• **Assignment**
Where the records hold the string "network", show the whole line it sits on.
------------------------------------------------
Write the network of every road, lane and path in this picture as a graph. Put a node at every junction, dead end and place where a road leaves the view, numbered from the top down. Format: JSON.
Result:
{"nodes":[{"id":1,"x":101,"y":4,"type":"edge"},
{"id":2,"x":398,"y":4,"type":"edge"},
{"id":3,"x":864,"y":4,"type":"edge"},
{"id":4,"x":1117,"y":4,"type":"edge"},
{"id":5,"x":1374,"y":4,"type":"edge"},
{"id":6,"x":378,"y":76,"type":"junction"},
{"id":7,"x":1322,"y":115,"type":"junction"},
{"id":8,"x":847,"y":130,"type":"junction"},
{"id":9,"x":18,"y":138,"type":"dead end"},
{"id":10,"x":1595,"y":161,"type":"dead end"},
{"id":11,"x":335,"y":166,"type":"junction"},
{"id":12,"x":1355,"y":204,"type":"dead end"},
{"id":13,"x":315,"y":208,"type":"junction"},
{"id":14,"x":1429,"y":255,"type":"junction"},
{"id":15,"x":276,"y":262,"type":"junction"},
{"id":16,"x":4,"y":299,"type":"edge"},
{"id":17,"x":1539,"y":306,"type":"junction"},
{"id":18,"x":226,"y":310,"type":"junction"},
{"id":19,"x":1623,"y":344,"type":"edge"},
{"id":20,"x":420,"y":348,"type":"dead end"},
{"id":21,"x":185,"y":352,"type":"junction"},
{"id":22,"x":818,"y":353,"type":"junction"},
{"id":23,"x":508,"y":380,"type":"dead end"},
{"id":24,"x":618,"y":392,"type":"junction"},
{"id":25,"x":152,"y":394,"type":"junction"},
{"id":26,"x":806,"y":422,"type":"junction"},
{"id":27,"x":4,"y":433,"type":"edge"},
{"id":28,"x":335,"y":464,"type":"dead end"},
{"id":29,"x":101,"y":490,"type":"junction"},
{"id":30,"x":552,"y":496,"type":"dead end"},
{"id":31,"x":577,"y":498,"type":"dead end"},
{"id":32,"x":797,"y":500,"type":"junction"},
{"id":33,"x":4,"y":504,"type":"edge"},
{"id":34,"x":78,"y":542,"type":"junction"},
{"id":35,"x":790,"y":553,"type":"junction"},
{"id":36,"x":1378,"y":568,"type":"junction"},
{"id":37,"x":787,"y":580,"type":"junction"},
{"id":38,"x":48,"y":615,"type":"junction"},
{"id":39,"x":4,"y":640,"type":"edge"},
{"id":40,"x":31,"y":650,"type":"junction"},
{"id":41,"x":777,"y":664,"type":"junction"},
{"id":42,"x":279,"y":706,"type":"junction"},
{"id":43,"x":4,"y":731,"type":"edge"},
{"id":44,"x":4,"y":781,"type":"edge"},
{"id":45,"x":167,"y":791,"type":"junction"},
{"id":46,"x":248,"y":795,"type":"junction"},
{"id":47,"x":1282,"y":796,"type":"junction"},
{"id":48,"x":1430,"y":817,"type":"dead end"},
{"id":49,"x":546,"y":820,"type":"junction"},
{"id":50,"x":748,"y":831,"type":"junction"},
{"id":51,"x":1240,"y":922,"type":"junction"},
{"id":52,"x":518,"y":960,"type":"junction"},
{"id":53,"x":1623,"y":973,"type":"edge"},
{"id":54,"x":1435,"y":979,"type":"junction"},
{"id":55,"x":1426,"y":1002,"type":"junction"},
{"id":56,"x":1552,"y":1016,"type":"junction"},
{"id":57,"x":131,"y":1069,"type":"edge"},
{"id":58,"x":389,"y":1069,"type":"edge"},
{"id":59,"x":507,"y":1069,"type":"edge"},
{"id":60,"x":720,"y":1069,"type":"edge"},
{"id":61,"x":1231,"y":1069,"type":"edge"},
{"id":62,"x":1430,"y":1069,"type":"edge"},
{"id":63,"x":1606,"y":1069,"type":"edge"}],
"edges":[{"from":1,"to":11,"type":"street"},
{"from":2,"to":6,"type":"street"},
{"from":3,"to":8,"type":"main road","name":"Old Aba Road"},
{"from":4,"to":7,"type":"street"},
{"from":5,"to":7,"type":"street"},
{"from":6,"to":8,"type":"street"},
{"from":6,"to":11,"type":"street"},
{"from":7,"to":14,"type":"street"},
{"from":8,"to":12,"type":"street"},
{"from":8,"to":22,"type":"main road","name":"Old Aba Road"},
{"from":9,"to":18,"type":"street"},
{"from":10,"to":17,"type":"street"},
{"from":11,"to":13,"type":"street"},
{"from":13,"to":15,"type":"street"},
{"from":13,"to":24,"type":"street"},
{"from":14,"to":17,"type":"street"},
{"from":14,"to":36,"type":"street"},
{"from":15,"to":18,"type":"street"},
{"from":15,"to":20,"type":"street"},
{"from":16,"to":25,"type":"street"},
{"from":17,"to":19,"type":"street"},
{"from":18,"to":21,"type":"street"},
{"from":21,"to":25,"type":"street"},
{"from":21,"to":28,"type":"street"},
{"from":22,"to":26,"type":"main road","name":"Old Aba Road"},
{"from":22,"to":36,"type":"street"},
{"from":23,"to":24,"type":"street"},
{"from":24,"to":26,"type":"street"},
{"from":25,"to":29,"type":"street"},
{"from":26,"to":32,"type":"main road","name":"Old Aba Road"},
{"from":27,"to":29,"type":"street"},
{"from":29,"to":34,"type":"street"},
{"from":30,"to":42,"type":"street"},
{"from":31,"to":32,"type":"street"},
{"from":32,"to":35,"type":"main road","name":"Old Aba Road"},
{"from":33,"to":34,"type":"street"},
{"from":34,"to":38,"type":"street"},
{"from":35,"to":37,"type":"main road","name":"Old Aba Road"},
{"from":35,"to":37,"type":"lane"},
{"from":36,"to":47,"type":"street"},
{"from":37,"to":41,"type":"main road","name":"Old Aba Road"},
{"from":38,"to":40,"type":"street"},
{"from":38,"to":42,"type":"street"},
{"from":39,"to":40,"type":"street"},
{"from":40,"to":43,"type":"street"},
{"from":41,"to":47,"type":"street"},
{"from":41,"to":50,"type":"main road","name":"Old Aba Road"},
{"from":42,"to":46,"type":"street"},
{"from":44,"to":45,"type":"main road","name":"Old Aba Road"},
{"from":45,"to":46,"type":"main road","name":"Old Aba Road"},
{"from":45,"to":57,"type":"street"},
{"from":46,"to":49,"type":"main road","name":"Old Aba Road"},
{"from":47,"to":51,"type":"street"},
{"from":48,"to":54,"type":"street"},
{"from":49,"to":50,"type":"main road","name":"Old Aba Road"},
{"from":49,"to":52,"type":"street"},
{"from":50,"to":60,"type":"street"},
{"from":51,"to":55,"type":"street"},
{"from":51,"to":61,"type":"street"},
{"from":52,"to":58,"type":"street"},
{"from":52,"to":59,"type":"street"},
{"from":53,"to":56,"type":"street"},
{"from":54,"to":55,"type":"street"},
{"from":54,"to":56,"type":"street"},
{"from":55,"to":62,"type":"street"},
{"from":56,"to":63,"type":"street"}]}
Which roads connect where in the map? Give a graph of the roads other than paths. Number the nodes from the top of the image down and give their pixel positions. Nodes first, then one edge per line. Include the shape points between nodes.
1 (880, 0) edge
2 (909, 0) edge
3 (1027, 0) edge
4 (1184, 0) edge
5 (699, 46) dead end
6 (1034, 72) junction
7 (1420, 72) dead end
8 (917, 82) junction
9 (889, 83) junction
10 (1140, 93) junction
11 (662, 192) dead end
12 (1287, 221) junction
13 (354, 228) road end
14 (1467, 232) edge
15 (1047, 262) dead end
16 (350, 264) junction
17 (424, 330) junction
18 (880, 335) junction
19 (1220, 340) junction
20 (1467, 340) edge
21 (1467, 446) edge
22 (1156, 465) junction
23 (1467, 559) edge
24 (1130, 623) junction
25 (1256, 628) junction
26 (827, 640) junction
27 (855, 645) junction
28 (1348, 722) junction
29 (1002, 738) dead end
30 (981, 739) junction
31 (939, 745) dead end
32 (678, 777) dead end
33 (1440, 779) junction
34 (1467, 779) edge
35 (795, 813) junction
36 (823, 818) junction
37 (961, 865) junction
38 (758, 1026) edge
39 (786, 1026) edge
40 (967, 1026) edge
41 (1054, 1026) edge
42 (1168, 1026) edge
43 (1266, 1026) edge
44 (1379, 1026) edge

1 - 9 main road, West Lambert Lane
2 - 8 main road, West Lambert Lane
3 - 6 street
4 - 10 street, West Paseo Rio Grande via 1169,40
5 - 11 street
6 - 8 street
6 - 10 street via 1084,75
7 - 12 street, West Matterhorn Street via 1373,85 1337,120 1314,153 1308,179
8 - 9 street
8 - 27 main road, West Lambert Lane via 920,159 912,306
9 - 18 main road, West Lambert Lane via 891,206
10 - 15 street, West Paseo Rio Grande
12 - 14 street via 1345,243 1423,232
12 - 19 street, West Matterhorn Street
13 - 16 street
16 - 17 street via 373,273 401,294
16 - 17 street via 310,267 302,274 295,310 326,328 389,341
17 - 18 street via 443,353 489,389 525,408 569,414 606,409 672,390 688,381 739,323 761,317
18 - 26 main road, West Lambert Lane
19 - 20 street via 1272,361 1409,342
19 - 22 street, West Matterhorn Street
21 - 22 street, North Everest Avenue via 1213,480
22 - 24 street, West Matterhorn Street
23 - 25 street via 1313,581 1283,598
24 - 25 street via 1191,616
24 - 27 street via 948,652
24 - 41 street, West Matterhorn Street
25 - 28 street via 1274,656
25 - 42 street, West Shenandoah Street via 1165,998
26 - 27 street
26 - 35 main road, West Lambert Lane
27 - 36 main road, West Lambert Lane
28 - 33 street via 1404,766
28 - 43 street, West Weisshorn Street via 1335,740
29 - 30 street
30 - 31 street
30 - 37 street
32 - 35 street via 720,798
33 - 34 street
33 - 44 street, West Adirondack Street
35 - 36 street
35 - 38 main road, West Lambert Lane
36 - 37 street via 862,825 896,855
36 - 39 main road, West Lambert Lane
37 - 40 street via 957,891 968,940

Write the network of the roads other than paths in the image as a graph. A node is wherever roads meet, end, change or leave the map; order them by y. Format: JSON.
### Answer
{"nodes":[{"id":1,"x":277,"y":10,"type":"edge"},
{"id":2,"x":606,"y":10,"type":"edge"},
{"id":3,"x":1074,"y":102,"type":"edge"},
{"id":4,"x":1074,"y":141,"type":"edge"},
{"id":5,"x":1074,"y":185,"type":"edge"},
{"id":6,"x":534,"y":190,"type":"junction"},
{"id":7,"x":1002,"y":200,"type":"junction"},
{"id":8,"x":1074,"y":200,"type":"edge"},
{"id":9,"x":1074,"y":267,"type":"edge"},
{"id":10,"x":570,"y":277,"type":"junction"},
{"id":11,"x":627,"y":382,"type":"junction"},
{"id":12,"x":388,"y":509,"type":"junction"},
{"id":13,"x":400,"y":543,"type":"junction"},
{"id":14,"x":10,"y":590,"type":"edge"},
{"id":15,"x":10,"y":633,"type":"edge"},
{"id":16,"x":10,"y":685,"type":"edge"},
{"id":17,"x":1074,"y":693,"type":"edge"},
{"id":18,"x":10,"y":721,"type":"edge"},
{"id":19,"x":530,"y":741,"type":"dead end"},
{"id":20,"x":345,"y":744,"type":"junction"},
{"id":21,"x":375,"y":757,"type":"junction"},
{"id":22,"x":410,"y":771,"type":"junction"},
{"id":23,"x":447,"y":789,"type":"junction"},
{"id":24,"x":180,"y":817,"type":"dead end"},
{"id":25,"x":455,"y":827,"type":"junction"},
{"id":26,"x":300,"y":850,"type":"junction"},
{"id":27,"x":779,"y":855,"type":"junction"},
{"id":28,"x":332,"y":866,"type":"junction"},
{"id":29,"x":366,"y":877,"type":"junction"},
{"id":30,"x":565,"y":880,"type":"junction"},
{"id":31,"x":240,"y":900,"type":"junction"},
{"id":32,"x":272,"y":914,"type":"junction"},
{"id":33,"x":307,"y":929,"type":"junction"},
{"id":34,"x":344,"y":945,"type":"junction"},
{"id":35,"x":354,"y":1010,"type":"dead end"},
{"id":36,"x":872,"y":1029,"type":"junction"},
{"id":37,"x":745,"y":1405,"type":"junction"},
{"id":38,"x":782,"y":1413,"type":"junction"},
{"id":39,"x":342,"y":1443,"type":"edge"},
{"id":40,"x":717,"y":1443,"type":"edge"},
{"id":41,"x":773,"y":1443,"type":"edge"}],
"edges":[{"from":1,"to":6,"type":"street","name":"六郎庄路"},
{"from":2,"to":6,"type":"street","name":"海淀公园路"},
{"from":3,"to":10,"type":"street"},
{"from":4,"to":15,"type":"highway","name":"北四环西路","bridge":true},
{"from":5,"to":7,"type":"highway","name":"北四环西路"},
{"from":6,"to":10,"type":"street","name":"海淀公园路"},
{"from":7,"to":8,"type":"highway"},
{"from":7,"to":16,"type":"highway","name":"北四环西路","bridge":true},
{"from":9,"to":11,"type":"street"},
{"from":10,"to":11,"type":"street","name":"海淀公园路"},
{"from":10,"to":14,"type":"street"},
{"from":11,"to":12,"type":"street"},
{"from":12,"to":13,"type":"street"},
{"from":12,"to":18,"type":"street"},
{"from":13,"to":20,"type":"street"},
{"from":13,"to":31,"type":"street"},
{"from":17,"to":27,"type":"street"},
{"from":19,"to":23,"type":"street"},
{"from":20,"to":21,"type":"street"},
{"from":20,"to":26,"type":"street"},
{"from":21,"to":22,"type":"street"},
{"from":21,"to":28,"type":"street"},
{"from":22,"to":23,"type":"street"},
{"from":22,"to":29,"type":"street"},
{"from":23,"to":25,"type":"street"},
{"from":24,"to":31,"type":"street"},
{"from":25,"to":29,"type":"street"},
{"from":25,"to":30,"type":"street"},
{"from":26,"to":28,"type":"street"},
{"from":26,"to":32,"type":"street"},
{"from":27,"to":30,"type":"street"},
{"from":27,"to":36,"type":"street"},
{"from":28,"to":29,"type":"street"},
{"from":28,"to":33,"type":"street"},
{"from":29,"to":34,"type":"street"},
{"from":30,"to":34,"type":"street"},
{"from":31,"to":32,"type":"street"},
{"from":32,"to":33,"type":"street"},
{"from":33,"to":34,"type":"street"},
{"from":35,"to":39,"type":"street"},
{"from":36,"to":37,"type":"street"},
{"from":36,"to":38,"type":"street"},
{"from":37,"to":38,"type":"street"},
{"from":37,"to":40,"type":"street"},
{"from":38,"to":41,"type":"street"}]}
------------------------------------------------
• **Final answer**
Write the network of every road, lane and path in this picture as a graph. Put a node at every junction, dead end and place where a road leaves the view, numbered from the top down. Format: JSON.
Write the network of the roads other than paths in the image as a graph. A node is wherever roads meet, end, change or leave the map; order them by y. Format: JSON.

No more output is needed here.